R.R – Tout d’abord je voudrais vous remercier de vous intéresser à mon travail et de le faire connaitre auprès de votre public !  Pour en revenir à votre question, j’ai commencé ce blog il y a un peu plus de deux ans simplement parce que je désirais d’abord mettre sur papier ce que j’avais observé dans mon métier, mais également pour pouvoir m’entrainer à écrire, ce qui n’est pas chose simple quand ce n’est pas ce pour quoi on est fait. J’ai donc pris le premier nom qui me passait par la tête dans la mesure où cela ne me semblait pas d’une importance capitale.

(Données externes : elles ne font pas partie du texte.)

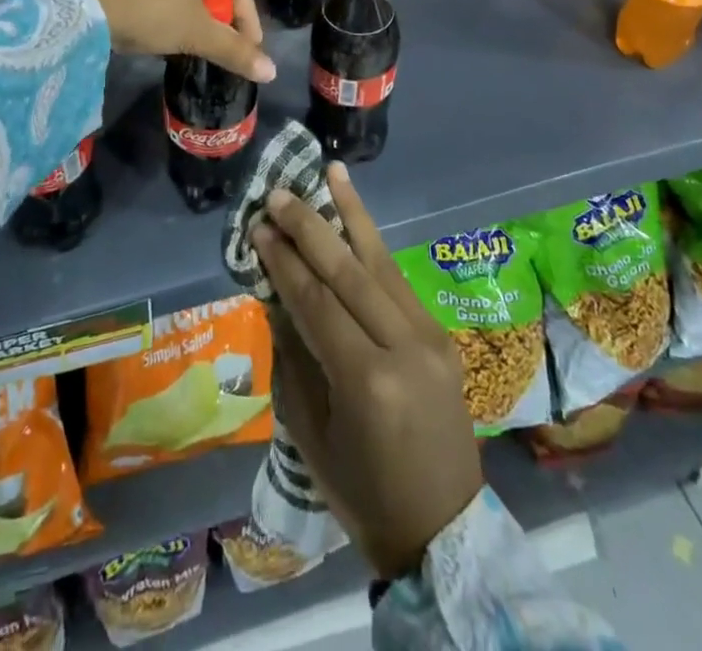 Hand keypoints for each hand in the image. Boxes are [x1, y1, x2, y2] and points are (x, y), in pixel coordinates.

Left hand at [66, 0, 274, 82]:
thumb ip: (235, 51)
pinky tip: (162, 25)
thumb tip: (271, 73)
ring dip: (194, 11)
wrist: (81, 7)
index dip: (248, 22)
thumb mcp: (196, 34)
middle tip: (222, 45)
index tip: (250, 51)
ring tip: (194, 39)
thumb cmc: (150, 12)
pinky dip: (169, 3)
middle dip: (220, 16)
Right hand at [252, 164, 483, 579]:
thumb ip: (294, 357)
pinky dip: (374, 246)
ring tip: (331, 172)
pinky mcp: (440, 334)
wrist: (443, 528)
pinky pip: (398, 282)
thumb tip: (277, 296)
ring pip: (381, 262)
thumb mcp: (311, 434)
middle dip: (310, 226)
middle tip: (279, 193)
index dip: (284, 261)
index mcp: (366, 379)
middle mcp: (403, 346)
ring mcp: (429, 336)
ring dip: (352, 214)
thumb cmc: (363, 493)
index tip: (258, 227)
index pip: (316, 302)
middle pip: (349, 271)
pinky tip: (357, 218) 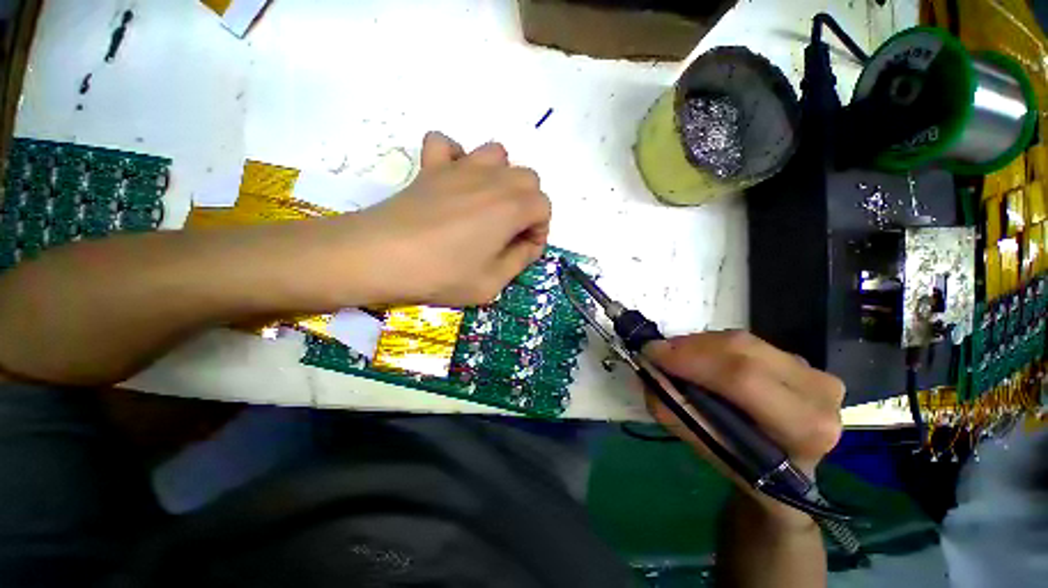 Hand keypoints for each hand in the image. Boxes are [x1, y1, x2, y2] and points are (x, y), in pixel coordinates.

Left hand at [336, 131, 550, 306]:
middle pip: (528, 178)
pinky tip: (452, 181)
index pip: (544, 207)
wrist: (380, 257)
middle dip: (527, 205)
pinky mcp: (430, 167)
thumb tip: (527, 245)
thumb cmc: (441, 274)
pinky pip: (447, 144)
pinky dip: (456, 157)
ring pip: (497, 154)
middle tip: (508, 232)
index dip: (539, 231)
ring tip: (487, 205)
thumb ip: (519, 261)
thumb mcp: (491, 283)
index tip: (523, 250)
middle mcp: (492, 179)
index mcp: (511, 208)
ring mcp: (459, 167)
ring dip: (501, 178)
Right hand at [645, 331, 844, 523]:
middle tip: (658, 352)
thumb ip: (674, 410)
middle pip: (742, 350)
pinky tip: (699, 358)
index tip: (651, 353)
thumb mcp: (706, 448)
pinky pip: (745, 341)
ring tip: (675, 357)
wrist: (790, 472)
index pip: (742, 378)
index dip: (691, 359)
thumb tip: (649, 371)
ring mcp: (814, 371)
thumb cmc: (748, 469)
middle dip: (689, 347)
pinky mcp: (801, 359)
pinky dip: (712, 345)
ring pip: (741, 340)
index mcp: (804, 428)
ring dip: (698, 344)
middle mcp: (819, 392) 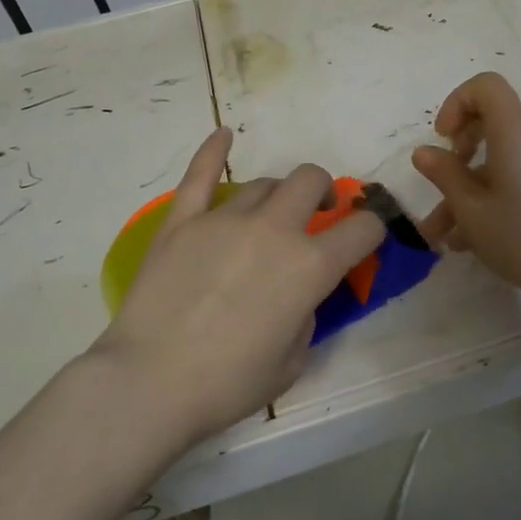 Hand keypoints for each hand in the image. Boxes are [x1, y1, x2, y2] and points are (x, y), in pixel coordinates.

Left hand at [95, 128, 384, 443]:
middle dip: (323, 191)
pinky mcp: (182, 221)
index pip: (362, 229)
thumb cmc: (228, 384)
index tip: (364, 239)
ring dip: (276, 195)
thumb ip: (305, 314)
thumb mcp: (292, 361)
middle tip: (317, 212)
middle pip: (310, 180)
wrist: (149, 383)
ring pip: (263, 183)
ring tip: (269, 214)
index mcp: (310, 266)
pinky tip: (222, 135)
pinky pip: (200, 175)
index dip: (371, 230)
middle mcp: (274, 230)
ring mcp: (224, 219)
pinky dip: (213, 152)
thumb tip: (296, 294)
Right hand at [412, 73, 520, 313]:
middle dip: (457, 148)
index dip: (456, 103)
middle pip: (490, 120)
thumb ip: (444, 175)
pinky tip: (465, 242)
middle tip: (444, 178)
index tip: (443, 139)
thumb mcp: (471, 209)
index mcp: (513, 131)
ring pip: (495, 159)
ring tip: (439, 232)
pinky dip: (486, 198)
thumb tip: (424, 152)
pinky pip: (511, 178)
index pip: (485, 85)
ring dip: (464, 188) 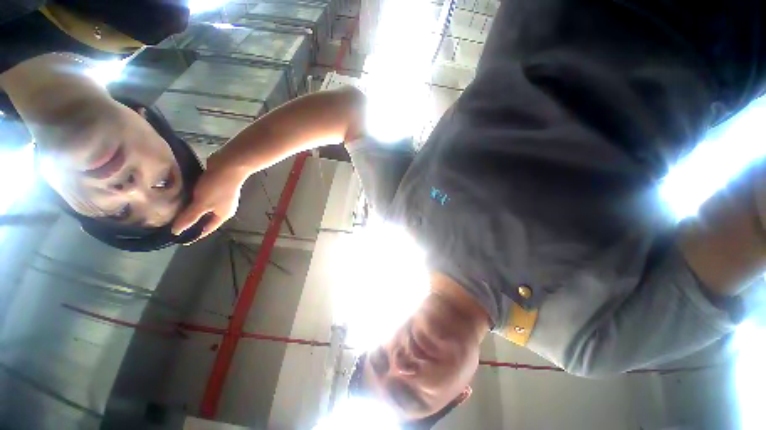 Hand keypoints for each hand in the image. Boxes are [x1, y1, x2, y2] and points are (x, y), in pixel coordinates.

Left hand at [172, 152, 246, 240]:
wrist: (229, 166)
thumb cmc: (217, 187)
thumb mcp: (202, 203)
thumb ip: (189, 217)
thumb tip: (176, 232)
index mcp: (223, 215)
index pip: (207, 229)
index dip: (195, 235)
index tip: (180, 240)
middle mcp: (223, 208)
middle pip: (205, 219)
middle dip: (191, 222)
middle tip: (172, 224)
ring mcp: (220, 197)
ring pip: (203, 207)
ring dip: (190, 209)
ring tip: (173, 211)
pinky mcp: (216, 187)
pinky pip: (202, 197)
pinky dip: (193, 199)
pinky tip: (182, 196) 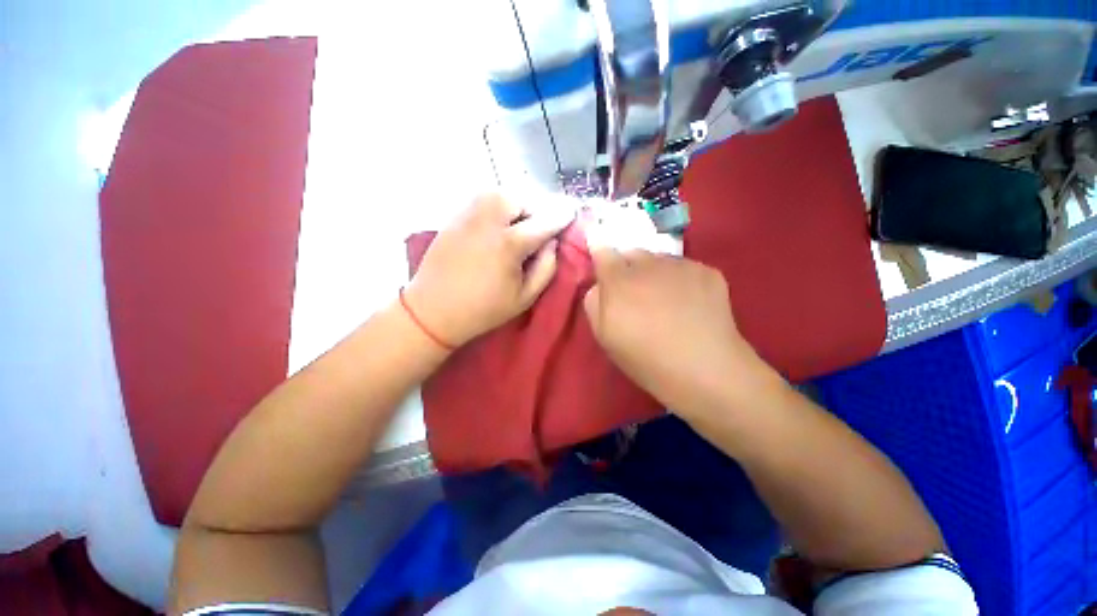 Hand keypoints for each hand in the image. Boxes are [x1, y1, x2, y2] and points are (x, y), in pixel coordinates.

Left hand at [405, 193, 573, 346]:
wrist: (433, 310)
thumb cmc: (483, 309)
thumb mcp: (524, 298)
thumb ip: (546, 268)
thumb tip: (552, 243)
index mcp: (509, 244)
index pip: (544, 221)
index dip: (562, 216)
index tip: (572, 213)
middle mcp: (488, 220)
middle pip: (521, 197)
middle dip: (537, 206)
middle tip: (542, 223)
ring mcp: (468, 215)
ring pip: (500, 192)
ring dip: (518, 201)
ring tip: (522, 221)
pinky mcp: (455, 217)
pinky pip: (482, 198)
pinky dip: (498, 203)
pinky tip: (500, 221)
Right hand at [583, 212, 776, 415]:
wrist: (706, 371)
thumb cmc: (646, 359)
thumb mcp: (604, 337)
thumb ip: (594, 302)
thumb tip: (600, 284)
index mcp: (619, 280)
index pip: (603, 251)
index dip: (601, 256)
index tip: (604, 268)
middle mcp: (649, 263)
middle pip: (632, 253)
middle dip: (628, 268)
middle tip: (636, 295)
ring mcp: (681, 264)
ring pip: (659, 259)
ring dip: (655, 273)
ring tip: (665, 301)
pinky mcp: (708, 271)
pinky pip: (684, 268)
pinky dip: (681, 280)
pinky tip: (689, 304) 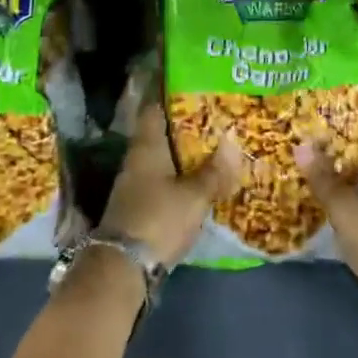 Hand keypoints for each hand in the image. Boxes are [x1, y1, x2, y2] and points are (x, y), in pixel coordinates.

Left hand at [99, 97, 240, 269]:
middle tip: (217, 121)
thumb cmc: (158, 219)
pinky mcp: (139, 207)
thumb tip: (233, 139)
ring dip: (184, 156)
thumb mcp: (194, 195)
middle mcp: (137, 159)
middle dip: (186, 129)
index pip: (156, 109)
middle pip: (162, 135)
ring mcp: (135, 185)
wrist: (123, 267)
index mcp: (147, 146)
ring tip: (215, 150)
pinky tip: (199, 183)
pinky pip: (162, 182)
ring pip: (163, 160)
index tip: (197, 90)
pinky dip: (180, 178)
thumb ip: (215, 171)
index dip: (173, 97)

Il n’y avait par conséquent aucune volonté de me mettre à l’abri des regards mais simplement de ne pas attacher trop de temps et d’importance à des questions de formes qui n’ont d’intérêt que pour ceux qui publient dans un but quasi exclusivement lucratif (qui ne me dérange pas par ailleurs).
Vous signez vos enquêtes « Romain R » mais le public sait peu de choses de vous ? D’où venez-vous ? Quel est votre parcours ? Quelle est votre légitimité ?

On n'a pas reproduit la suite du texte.